Хотя Харальд тоже наверняка пока ютится в шалаше. Так быстро дом не поставить. Ну да это не забота Альмода. Пусть, вон, хоть трактирщику заплатит за комнату.
Ивар пробормотал что-то невнятное и убрался со двора, так и не решившись повернуться спиной. Альмод хмыкнул про себя, окончательно возвращаясь в реальность, прошелся целительным плетением по ближайшему раненому. Улыбнулся.
— Еще день отоспишься и уйдешь на своих ногах.
Тот забормотал, сбивчиво благодаря.
Да, и тут на его счету спасенные жизни. Только ставки совсем другие. И выражения благодарности, сколь угодно пышные, вовсе не были нужны. Как не благодарили те, рядом с чьим жильем чистильщики останавливали прорывы: чаще всего люди оставались в блаженном неведении о тварях.

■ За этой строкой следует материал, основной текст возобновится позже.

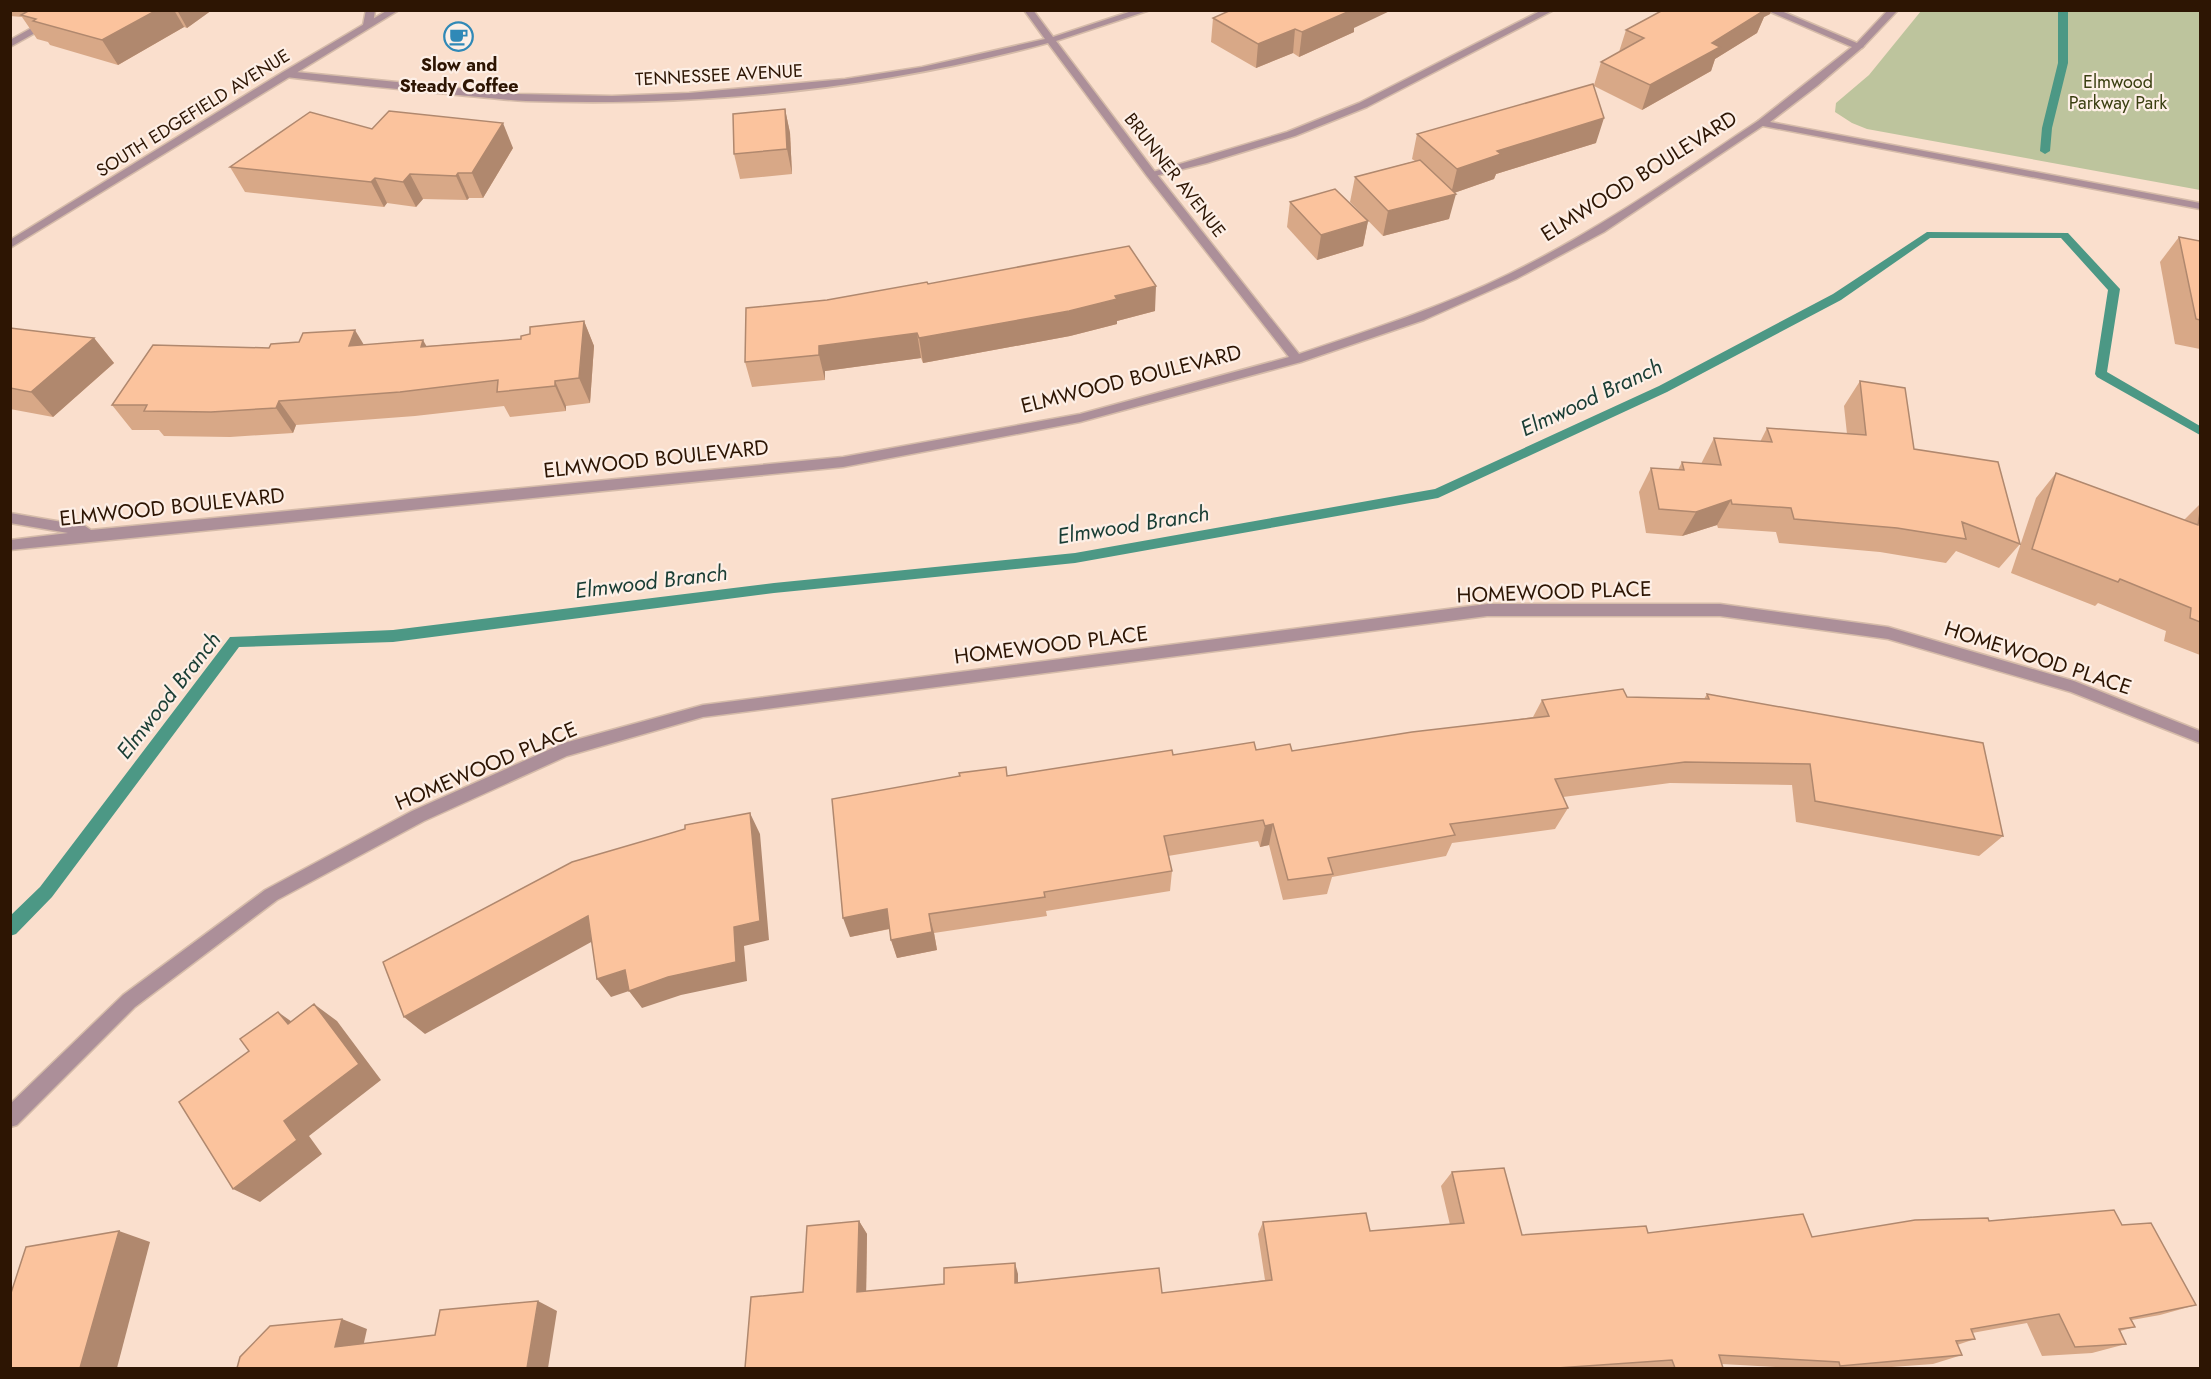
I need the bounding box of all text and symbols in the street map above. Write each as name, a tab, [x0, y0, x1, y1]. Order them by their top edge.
cafe icon: Slow and Steady Coffee	[443, 20, 475, 52]
street label: SOUTH EDGEFIELD AVENUE	[91, 43, 295, 183]
place label: Slow and Steady Coffee	[399, 52, 519, 99]
street label: TENNESSEE AVENUE	[634, 58, 804, 92]
park label: Elmwood Parkway Park	[2069, 69, 2167, 116]
street label: ELMWOOD BOULEVARD	[1535, 103, 1743, 249]
street label: BRUNNER AVENUE	[1118, 107, 1232, 243]
street label: ELMWOOD BOULEVARD	[1018, 337, 1244, 421]
water label: Elmwood Branch	[1515, 350, 1667, 444]
street label: ELMWOOD BOULEVARD	[542, 432, 770, 486]
street label: ELMWOOD BOULEVARD	[58, 480, 286, 534]
water label: Elmwood Branch	[1055, 496, 1211, 552]
water label: Elmwood Branch	[573, 556, 729, 606]
street label: HOMEWOOD PLACE	[1456, 574, 1652, 610]
street label: HOMEWOOD PLACE	[1941, 614, 2135, 702]
street label: HOMEWOOD PLACE	[952, 618, 1150, 672]
water label: Elmwood Branch	[108, 625, 228, 765]
street label: HOMEWOOD PLACE	[390, 714, 582, 818]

А глаза-то у мужика испуганные. Впрочем, в ордене, Альмод привык к таким взглядам. Чистильщиков считали вконец зарвавшимися типами вовсе без царя в голове. Поди пойми, что от них ждать. И вовсе не зря считали. Знание, что можешь отправиться к Творцу в любой момент, прибавляет смирения лишь людям вроде матери Ульрики, тем, кто не от мира сего. А тем, кто привык драться за свою жизнь, лишь прибавляло желания ловить каждый миг, точно последний, и брать то, что хочется, не оглядываясь на последствия. Оказывается, Альмоду не хватало здесь и этих взглядов.
А еще ему не хватало столицы. Разноцветных огней над университетом и королевским дворцом. Вечного потока людей, для которых он был лишь еще одной песчинкой, особенно если снять брошь чистильщика. Книжных лавок — в Мирном книги имелись лишь у матери Ульрики. Точнее, книга. Священное писание, конечно. Уличных музыкантов — многие из них были очень хороши — и менестрелей, которых приглашал университет, заботясь о всестороннем развитии школяров и тех, кто готов заплатить. Не хватало премьер в королевском театре — Альмод снова усмехнулся, ведь в Мирный даже ярмарочные скоморохи не доезжали. Выпивка да драки — вот и все развлечения. Да службы в часовне. Тоже, к слову, сгоревшей.